The soil organic matter (SOM) should also be closely monitored, and its development observed over several years.
The organic matter is determined by the loss on ignition. The soil sample is dried, weighed, then incinerated at a very high temperature to burn off all organic matter and carbon, and then weighed again.
A value of 1% SOM would be a turf base layer with poor nutrient storage and low biological activity. Values above 3% SOM indicate potential problems such as thatch and would indicate mechanical countermeasures such as aerification, graden or scarifying.
Further information on determining and managing organic matter can be found in this article.
We are often faced with a major problem when it comes to the most important parameters in soil analysis. What is the optimum value for phosphorus, potassium, magnesium, calcium, sulphur, zinc, manganese, copper, iron and boron?
Soil analyses from different laboratories cannot be compared 1:1. Different analysis methods result in differences in the level of the nutrient values. However, all laboratories will tell you, at least on request, which analysis methods were used for the various nutrients.
The most significant difference in terms of analytical methods exists for phosphorus. What is the best method to determine phosphorus levels in the soil?

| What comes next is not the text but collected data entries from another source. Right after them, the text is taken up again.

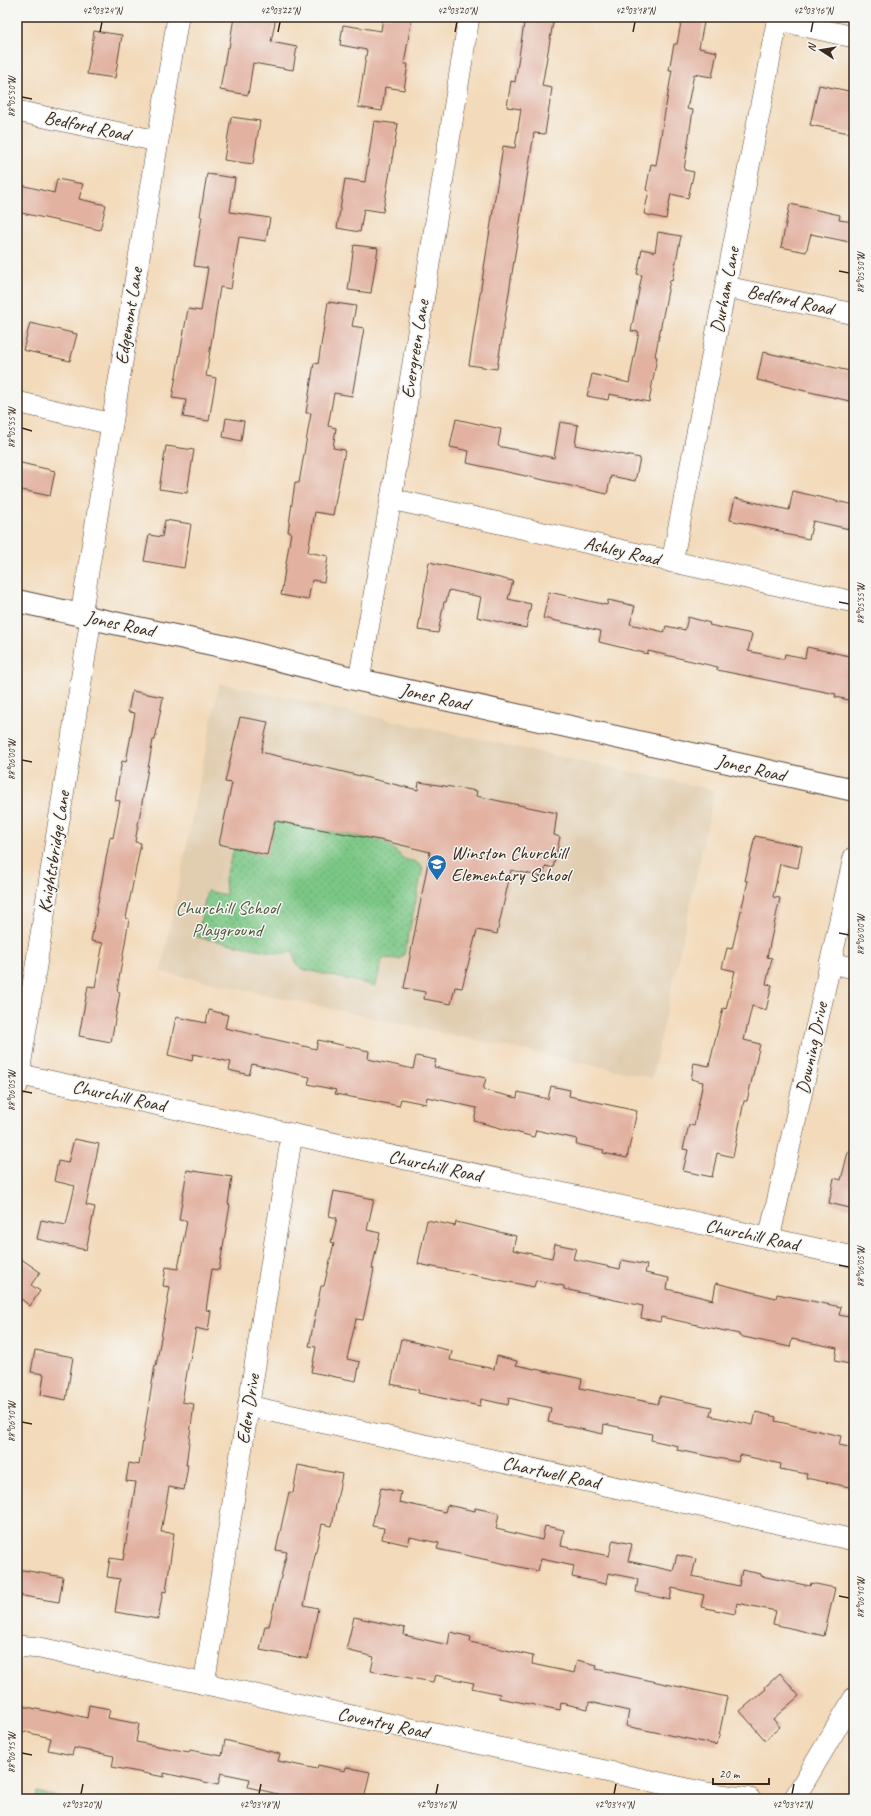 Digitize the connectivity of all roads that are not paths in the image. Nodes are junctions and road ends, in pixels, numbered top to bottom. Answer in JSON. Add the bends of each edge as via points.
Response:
{"nodes":[{"id":1,"x":178,"y":17,"type":"edge"},
{"id":2,"x":469,"y":17,"type":"edge"},
{"id":3,"x":777,"y":18,"type":"edge"},
{"id":4,"x":854,"y":37,"type":"edge"},
{"id":5,"x":17,"y":111,"type":"edge"},
{"id":6,"x":157,"y":141,"type":"junction"},
{"id":7,"x":726,"y":287,"type":"junction"},
{"id":8,"x":854,"y":314,"type":"edge"},
{"id":9,"x":17,"y":402,"type":"edge"},
{"id":10,"x":112,"y":424,"type":"junction"},
{"id":11,"x":391,"y":499,"type":"junction"},
{"id":12,"x":672,"y":562,"type":"junction"},
{"id":13,"x":17,"y":601,"type":"edge"},
{"id":14,"x":854,"y":602,"type":"edge"},
{"id":15,"x":86,"y":616,"type":"junction"},
{"id":16,"x":358,"y":680,"type":"junction"},
{"id":17,"x":854,"y":790,"type":"edge"},
{"id":18,"x":854,"y":857,"type":"edge"},
{"id":19,"x":830,"y":963,"type":"junction"},
{"id":20,"x":854,"y":968,"type":"edge"},
{"id":21,"x":18,"y":1078,"type":"edge"},
{"id":22,"x":292,"y":1134,"type":"junction"},
{"id":23,"x":769,"y":1239,"type":"junction"},
{"id":24,"x":854,"y":1257,"type":"edge"},
{"id":25,"x":248,"y":1406,"type":"junction"},
{"id":26,"x":854,"y":1540,"type":"edge"},
{"id":27,"x":17,"y":1646,"type":"edge"},
{"id":28,"x":204,"y":1684,"type":"junction"},
{"id":29,"x":854,"y":1698,"type":"edge"},
{"id":30,"x":750,"y":1799,"type":"edge"},
{"id":31,"x":794,"y":1799,"type":"edge"}],
"edges":[{"from":1,"to":6,"type":"street","name":"Edgemont Lane"},
{"from":2,"to":11,"type":"street","name":"Evergreen Lane"},
{"from":3,"to":4,"type":"street"},
{"from":3,"to":7,"type":"street","name":"Durham Lane"},
{"from":5,"to":6,"type":"street","name":"Bedford Road"},
{"from":6,"to":10,"type":"street","name":"Edgemont Lane"},
{"from":7,"to":8,"type":"street","name":"Bedford Road"},
{"from":7,"to":12,"type":"street","name":"Durham Lane"},
{"from":9,"to":10,"type":"street"},
{"from":10,"to":15,"type":"street","name":"Edgemont Lane"},
{"from":11,"to":12,"type":"street","name":"Ashley Road"},
{"from":11,"to":16,"type":"street","name":"Evergreen Lane"},
{"from":12,"to":14,"type":"street","name":"Ashley Road"},
{"from":13,"to":15,"type":"street","name":"Jones Road"},
{"from":15,"to":16,"type":"street","name":"Jones Road","via":[[240,650]]},
{"from":15,"to":21,"type":"street","name":"Knightsbridge Lane"},
{"from":16,"to":17,"type":"street","name":"Jones Road"},
{"from":18,"to":19,"type":"street","name":"Downing Drive"},
{"from":19,"to":20,"type":"street"},
{"from":19,"to":23,"type":"street","name":"Downing Drive"},
{"from":21,"to":22,"type":"street","name":"Churchill Road"},
{"from":22,"to":23,"type":"street","name":"Churchill Road"},
{"from":22,"to":25,"type":"street","name":"Eden Drive"},
{"from":23,"to":24,"type":"street","name":"Churchill Road"},
{"from":25,"to":26,"type":"street","name":"Chartwell Road"},
{"from":25,"to":28,"type":"street","name":"Eden Drive"},
{"from":27,"to":28,"type":"street","name":"Coventry Road","via":[[40,1648]]},
{"from":28,"to":30,"type":"street","name":"Coventry Road","via":[[706,1794]]},
{"from":29,"to":31,"type":"street"}]}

NRM uses the Olsen P as this is the method that is used in the DEFRA Fertiliser recommendation manual used in the UK.
The most commonly used tests for Phosphorus are the Mehlich-3 soil test, the Bray-1 and the Olsen P tests. All soil tests just try to measure the plant available fractions of a nutrient in the soil. The nutrients in the soil solution and the nutrients easily extractable and in this way available to the plant. The total amount of nutrients in the soil is much higher but unreachable for the plant even over a long period of time.
The Olsen P procedure contains sodium bicarbonate and was specifically developed for calcareous soils.

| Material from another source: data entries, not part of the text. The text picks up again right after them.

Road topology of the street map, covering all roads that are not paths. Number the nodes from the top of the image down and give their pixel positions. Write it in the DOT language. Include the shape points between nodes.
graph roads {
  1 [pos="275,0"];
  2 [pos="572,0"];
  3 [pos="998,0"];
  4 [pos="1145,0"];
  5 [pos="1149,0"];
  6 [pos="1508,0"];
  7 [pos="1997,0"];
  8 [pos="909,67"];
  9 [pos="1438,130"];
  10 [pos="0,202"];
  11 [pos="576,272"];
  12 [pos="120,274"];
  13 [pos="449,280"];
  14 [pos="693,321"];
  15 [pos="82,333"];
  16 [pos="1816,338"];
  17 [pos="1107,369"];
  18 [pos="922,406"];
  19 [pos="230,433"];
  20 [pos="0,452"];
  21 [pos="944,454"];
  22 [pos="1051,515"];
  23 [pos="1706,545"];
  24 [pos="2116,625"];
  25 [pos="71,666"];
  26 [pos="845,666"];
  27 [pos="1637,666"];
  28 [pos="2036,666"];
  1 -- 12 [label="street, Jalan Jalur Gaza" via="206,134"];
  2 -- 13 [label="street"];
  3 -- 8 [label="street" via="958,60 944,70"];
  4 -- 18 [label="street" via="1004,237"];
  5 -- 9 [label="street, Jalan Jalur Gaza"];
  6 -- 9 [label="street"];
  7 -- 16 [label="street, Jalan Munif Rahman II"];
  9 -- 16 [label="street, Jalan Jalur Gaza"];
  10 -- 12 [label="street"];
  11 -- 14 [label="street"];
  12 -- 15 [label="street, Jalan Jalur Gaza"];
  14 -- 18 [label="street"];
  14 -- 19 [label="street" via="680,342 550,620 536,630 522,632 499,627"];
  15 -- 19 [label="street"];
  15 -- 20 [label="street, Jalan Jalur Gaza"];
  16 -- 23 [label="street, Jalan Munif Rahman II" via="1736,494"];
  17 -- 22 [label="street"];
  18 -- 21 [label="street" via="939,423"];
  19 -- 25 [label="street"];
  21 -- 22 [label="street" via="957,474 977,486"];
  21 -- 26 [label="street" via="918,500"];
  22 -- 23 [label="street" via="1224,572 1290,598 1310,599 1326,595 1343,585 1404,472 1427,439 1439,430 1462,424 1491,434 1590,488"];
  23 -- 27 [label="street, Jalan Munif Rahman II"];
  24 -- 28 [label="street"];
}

You are very much dependent on the interpretation of the various laboratories, which categorise values as: Deficient, Too Low, Good or Too High.

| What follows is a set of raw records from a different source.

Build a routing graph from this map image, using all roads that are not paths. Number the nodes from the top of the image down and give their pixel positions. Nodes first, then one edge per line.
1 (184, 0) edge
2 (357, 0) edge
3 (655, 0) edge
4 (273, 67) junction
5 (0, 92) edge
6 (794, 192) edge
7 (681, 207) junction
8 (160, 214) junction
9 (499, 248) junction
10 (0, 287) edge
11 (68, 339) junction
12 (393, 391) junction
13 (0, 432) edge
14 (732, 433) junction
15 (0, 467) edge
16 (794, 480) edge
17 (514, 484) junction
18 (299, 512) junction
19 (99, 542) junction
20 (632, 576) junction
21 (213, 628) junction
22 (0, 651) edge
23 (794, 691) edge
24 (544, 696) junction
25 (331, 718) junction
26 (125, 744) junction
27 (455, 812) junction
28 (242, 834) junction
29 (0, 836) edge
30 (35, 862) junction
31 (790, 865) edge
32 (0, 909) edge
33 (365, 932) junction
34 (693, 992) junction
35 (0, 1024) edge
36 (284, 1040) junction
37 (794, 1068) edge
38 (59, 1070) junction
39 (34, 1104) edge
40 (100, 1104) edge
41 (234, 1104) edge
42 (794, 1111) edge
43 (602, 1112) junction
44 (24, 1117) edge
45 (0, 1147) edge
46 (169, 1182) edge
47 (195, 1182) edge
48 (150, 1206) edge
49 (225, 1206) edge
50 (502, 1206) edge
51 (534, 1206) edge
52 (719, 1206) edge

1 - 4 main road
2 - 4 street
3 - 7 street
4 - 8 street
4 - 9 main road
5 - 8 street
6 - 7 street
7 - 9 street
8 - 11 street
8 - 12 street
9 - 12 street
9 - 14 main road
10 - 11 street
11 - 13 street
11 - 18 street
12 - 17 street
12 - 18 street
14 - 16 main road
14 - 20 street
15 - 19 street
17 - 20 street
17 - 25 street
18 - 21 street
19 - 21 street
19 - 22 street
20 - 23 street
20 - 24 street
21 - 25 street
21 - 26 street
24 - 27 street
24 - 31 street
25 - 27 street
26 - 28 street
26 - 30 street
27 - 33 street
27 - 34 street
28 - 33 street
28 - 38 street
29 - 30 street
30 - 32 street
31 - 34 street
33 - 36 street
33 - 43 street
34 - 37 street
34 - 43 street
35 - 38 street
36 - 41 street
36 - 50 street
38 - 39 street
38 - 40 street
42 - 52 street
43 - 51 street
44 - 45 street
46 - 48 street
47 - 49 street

With a little research, you could also compare the recommendations with other sources for such guidelines, for example, the SLAN (Sufficiency Level of Available Nutrient) and the MLSN (Minimum Levels for Sustainable Nutrition) guidelines. Newer recommendations usually recommend lower nutrient levels in the soil.
MLSN guidelines from comparative soil analyses indicate the minimum values for healthy plant growth. Some providers of soil analyses can also draw on a large database of soil analyses and compare them. Experience gained from observing the course over the last few years should also be considered when determining requirements.
TourTurf® sends soil samples to NRM, part of Cawood the UK’s biggest independent provider of analysis. TourTurf®'s nutrient target values are derived from Minimum Level for Sustainable Nutrition (MLSN), Sufficiency Level of Available Nutrient (SLAN) and UK's AHDB recommendations. The analytical methods used are as described in DEFRA Reference Book 427.
In most cases, fertiliser should only be applied when there is a nutrient deficit. This aspect is becoming increasingly important, especially considering the ever more stringent requirements for environmental protection and sustainability.
Plants have an outstanding potential to make nutrients available in the soil. Especially through processes in the area directly around the root hairs, the rhizosphere. The root can grow in the direction of the nutrients, actively absorb nutrients while consuming energy, and acidify the rhizosphere by releasing root exudates or chelating compounds to make nutrients more readily available and absorb them effectively.
However, the recommended minimum values should not be undercut, as otherwise the plants will become deficient and physiological processes in the plant will no longer be able to function at their optimum.
Soil analyses are essential to determine nutrient requirements. The time it takes to take soil samples and analyse the results carefully is time well spent. Regular analyses are an important tool in turf management and will help to prepare the plants well for any stress.